When a colleague phoned to ask for help phrasing a line about Frederic Edwin Church, I kept him on the line while I searched for Church on Grove (a good thing, too -- I would have failed to mention that he was second-generation Hudson River School).
Even when I come across artists I do not need to know more about for my reporting, I have gone to Grove simply to see what's there.
Of course, it is the collection of images, not the pages of text, that is so alluring. Watching, for example, Raphael's "Aldobrandini Madonna" appear almost line by line, cascading like a theater curtain until the whole screen is filled, is almost magical. The experience will never replace seeing the real thing, but it still delivers a frisson of pleasure, and it's accessible with just a few clicks, rather than a trip to the National Gallery in London.
That is not what I expected when I learned about Grove Online. Although I use the Internet daily, the idea of electronic books seemed completely resistible. Grove is making me a convert to them, at least for reference books.
Aside from those images -- many of which, after all, can be found on museum, gallery and academic Web sites that charge no admission -- Grove has proved that books online can be easy to use and, more important, at your fingertips.
To use the dictionary, a paid subscriber goes to Grove's site (www.groveart.com) and logs in by name and password. Up pops a page with five choices: Introduction, Articles A to Z, Search, Index and Appendices.
Figuring that I needed no Introduction, I always went straight to Articles or Search -- and I rarely had a problem finding what I wanted. Plugging in artists' names worked fairly quickly; the search is aided by a vertical alphabetical listing of the first letter of the last name, then another vertical column for the second letter.

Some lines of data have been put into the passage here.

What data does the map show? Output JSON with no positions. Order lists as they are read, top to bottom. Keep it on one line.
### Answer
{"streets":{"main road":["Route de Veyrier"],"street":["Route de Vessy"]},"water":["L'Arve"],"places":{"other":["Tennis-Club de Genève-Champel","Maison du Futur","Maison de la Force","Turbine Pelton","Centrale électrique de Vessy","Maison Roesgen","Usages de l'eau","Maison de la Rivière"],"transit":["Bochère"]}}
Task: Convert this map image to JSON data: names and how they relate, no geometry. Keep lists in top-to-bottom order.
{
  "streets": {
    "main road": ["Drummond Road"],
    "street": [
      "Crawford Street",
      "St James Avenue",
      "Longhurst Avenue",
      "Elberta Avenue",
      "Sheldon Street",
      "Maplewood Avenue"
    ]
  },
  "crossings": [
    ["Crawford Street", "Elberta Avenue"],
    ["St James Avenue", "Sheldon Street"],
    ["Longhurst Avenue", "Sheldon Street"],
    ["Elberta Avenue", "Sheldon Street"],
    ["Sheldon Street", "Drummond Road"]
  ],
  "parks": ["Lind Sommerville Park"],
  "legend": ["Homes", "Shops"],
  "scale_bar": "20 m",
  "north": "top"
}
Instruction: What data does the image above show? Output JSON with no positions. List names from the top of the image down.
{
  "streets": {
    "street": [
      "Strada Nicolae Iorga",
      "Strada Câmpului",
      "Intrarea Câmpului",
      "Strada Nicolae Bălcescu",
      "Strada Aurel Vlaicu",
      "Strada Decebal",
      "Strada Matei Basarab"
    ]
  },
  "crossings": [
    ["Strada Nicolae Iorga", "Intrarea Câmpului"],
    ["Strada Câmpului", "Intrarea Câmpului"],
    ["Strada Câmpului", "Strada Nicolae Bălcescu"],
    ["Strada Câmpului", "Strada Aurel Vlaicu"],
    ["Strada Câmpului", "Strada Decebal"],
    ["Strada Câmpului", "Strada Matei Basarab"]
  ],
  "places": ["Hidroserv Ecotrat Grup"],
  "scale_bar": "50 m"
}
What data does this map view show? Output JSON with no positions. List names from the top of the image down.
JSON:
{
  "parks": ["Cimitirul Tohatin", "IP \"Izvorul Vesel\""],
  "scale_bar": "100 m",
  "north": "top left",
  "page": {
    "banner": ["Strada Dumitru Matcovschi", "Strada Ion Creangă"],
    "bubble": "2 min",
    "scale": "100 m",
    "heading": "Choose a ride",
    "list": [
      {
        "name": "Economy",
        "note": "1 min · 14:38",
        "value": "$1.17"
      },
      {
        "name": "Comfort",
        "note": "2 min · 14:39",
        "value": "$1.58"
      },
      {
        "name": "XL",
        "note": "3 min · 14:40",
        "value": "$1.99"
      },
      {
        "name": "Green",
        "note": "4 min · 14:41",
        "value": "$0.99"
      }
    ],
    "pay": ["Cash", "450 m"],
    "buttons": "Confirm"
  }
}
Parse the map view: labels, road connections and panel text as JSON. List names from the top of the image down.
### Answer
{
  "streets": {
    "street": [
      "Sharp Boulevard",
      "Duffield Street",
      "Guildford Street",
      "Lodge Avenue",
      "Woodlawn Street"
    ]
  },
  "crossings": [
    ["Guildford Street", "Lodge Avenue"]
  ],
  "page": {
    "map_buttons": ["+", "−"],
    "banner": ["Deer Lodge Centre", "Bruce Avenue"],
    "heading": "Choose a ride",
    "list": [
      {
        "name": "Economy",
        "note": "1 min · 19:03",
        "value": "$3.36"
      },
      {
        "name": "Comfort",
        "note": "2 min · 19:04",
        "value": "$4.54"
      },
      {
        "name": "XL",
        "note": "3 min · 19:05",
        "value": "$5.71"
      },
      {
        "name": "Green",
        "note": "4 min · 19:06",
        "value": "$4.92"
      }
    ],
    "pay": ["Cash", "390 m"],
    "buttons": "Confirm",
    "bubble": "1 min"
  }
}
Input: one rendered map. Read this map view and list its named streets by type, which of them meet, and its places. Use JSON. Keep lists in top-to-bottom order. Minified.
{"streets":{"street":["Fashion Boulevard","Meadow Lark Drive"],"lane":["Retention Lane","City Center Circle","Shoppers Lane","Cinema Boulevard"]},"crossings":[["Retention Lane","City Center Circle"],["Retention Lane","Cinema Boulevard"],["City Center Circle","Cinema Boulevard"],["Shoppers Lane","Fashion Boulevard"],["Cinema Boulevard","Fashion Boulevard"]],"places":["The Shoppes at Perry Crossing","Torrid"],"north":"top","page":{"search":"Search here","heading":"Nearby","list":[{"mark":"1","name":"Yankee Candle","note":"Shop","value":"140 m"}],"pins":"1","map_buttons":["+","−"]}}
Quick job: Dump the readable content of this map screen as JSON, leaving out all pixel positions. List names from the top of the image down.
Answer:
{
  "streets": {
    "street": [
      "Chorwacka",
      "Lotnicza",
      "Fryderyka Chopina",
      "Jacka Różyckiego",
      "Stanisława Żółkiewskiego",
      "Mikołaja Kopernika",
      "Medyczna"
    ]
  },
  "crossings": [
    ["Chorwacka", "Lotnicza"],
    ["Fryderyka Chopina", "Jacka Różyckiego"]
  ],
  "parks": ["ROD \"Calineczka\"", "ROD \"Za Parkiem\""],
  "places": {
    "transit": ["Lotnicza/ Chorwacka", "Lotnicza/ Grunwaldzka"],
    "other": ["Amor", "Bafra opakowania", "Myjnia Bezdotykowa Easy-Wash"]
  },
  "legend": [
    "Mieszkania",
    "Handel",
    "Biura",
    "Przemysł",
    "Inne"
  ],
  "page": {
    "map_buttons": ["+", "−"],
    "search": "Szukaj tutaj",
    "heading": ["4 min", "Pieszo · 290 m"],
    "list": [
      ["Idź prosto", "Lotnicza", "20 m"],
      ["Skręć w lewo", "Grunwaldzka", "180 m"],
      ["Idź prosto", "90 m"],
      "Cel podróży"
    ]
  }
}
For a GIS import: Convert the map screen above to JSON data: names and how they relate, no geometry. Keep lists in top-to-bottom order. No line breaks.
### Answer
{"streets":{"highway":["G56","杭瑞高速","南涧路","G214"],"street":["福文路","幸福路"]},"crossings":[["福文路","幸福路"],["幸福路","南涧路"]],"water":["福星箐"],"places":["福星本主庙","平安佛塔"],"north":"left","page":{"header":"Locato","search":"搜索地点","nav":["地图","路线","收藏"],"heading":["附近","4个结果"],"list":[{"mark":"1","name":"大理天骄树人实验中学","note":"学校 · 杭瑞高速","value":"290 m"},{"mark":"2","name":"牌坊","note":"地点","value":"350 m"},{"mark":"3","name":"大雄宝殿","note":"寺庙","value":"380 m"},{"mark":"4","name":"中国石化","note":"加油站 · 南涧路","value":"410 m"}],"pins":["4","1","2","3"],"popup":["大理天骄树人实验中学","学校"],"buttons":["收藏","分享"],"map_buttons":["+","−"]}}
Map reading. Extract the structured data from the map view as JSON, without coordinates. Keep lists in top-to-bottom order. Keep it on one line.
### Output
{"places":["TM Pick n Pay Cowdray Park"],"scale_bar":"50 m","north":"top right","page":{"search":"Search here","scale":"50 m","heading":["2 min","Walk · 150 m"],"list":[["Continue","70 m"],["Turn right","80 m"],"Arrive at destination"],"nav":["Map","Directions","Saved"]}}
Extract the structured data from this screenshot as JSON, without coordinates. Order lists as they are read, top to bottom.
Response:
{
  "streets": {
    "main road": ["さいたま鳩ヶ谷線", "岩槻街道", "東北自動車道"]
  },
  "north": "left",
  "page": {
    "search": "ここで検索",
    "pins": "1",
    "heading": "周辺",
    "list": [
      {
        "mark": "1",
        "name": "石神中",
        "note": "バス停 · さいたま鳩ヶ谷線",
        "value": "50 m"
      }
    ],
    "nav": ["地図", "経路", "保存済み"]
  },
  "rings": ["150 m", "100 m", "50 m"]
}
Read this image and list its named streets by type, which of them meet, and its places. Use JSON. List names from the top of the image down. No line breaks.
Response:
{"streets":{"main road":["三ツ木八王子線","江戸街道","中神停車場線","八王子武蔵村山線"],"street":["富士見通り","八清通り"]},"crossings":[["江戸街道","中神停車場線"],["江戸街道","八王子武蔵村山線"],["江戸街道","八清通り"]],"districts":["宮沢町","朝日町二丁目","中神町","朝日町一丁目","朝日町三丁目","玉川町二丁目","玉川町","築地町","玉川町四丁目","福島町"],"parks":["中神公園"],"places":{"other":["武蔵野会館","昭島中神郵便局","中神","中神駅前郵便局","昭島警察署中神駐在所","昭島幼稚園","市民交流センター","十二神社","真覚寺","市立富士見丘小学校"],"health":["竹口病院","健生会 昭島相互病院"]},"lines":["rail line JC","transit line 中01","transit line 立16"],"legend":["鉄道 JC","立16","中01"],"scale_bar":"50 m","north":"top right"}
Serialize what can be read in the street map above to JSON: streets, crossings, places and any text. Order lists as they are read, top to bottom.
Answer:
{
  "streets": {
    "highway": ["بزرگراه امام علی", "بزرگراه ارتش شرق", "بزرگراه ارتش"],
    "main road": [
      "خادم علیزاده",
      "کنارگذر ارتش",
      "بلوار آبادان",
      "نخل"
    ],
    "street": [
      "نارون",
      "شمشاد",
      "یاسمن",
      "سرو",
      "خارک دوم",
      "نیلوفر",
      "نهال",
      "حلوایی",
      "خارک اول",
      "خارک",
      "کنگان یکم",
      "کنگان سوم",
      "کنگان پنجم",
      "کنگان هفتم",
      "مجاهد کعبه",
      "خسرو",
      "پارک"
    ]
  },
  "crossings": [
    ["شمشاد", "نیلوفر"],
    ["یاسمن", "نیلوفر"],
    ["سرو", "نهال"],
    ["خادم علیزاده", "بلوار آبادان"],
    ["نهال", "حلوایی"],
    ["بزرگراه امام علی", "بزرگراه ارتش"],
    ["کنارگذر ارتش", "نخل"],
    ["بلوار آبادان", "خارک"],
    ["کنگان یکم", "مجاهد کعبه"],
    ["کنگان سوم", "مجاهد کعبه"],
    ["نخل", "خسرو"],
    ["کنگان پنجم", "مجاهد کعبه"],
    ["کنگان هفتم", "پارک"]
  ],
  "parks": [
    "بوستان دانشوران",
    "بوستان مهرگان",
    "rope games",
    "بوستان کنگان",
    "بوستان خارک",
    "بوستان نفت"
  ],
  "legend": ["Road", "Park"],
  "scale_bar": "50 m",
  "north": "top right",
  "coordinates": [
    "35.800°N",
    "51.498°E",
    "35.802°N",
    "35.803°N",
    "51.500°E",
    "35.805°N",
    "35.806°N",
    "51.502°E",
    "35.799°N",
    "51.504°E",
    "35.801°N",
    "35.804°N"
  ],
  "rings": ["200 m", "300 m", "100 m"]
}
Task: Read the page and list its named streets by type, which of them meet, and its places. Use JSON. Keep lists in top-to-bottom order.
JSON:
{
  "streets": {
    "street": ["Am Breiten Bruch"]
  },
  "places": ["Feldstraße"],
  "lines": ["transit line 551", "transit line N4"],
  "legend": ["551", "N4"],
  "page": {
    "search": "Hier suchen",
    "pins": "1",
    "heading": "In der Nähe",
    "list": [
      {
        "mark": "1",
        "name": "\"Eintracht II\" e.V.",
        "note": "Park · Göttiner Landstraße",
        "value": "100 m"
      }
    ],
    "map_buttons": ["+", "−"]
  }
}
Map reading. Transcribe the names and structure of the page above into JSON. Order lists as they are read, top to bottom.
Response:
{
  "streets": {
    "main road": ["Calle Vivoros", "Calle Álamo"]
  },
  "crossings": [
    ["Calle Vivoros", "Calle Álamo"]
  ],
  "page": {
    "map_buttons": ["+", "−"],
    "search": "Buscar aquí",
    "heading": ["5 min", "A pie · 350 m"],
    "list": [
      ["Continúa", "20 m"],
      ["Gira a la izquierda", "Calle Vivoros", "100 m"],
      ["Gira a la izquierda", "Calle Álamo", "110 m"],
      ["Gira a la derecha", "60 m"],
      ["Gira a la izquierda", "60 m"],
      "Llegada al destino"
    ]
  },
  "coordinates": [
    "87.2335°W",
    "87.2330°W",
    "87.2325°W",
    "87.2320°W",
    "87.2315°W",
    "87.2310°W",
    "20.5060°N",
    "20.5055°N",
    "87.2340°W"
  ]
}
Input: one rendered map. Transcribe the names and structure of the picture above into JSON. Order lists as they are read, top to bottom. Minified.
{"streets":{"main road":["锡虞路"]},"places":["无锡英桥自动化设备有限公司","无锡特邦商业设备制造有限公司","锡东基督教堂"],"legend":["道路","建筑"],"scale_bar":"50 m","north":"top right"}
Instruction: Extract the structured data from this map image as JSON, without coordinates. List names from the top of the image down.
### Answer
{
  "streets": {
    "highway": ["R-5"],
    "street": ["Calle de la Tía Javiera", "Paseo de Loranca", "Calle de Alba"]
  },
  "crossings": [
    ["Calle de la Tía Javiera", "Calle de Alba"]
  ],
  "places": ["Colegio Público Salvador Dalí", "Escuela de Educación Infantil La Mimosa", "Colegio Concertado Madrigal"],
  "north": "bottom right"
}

Once you find the text, you must click on Images to see which ones are available; the menu opens in a window on the right. Most of the images are available via links to museums and galleries (that will change on May 20, when Grove adds the first 30,000 images it is getting access to through a partnership with the Bridgeman Art Library).
Typing in the title of a work, however, did not always work because titles vary. While Samuel Sachs 2d, director of the Frick Collection, mentioned Watteau's "Embarkation to Cythera," for example, Grove has the work as "The Pilgrimage to Cythera." Better to go to Watteau, if you know he was the artist.
There were other disappointments. While I was happy learning more about Bonfigli's life, Grove provided only one image, a triptych in Perugia. As usual, some linked sites took ages to appear.
Some links were down when I clicked on them. Worse, some had changed, apparently without Grove's finding out. When, for example, I tried to call up Georgia O'Keeffe's "Evening Star III," which resides at the Museum of Modern Art, I got a page beginning: "The MOMA Web site has been reorganized to add more content. The page you requested could not be found."
Grove, which says it has been checking links manually and has updated them four times since November, knows that the problem needs fixing. It will soon change.
None of these quibbles were deal-breakers, though for me online books will always have one insurmountable hurdle that makes me print out anything of any length. How else can I underline?